■ PROBLEM
Write out the records in full, exactly as given, but without the images.

■ RECORD EXCERPTS
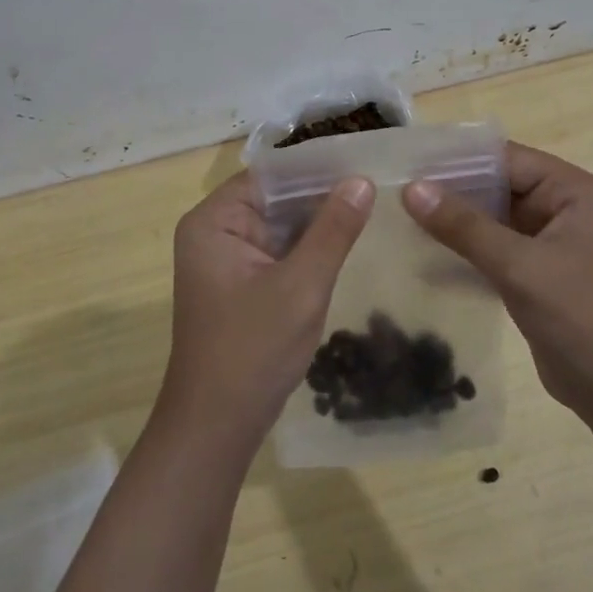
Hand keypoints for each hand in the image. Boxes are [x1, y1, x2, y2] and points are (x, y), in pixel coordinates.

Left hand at [162, 171, 374, 451]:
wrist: (217, 427)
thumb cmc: (253, 351)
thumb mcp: (301, 286)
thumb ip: (333, 230)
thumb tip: (361, 180)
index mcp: (214, 221)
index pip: (270, 175)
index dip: (315, 169)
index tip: (363, 163)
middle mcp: (214, 232)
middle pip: (275, 199)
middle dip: (321, 196)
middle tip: (378, 185)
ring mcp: (225, 260)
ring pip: (280, 226)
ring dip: (317, 224)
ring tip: (371, 207)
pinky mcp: (239, 284)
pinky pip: (277, 252)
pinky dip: (307, 250)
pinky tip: (346, 244)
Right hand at [404, 142, 592, 419]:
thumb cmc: (579, 316)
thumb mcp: (519, 266)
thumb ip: (464, 226)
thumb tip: (411, 189)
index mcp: (572, 192)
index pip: (507, 159)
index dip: (458, 160)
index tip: (410, 162)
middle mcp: (562, 208)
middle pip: (498, 187)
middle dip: (452, 191)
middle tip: (397, 191)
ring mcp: (549, 242)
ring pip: (492, 219)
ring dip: (454, 221)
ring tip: (402, 216)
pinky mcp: (536, 273)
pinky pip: (494, 249)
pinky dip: (465, 250)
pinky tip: (423, 253)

■ SOLUTION FOR THIS PROBLEM
Hand keypoints for each hand in the image. Boxes are [x1, y1, x2, y2] and points are (x, y), in pixel coordinates.

Left hand at [162, 171, 374, 451]:
wrist: (217, 427)
thumb cmc: (253, 351)
thumb mcp: (301, 286)
thumb ip: (333, 230)
thumb tip: (361, 180)
index mcp: (214, 221)
index pip: (270, 175)
index dip: (315, 169)
index tip: (363, 163)
middle mcp: (214, 232)
middle pip: (275, 199)
middle dip: (321, 196)
middle tip: (378, 185)
ring mcp: (225, 260)
ring pip: (280, 226)
ring dip: (317, 224)
ring tip: (371, 207)
pinky mcp: (239, 284)
pinky pip: (277, 252)
pinky dip: (307, 250)
pinky tip: (346, 244)
Right hand at [404, 142, 592, 419]:
thumb cmc: (579, 316)
thumb mcp: (519, 266)
thumb ip: (464, 226)
thumb tip: (411, 189)
index mcp: (572, 192)
index pip: (507, 159)
index dip: (458, 160)
index tip: (410, 162)
middle mcp: (562, 208)
middle pip: (498, 187)
middle dip: (452, 191)
middle tip: (397, 191)
ring mcp: (549, 242)
ring pip: (492, 219)
ring dip: (454, 221)
ring tip: (402, 216)
pinky mcp: (536, 273)
pinky pip: (494, 249)
pinky dip: (465, 250)
pinky tip: (423, 253)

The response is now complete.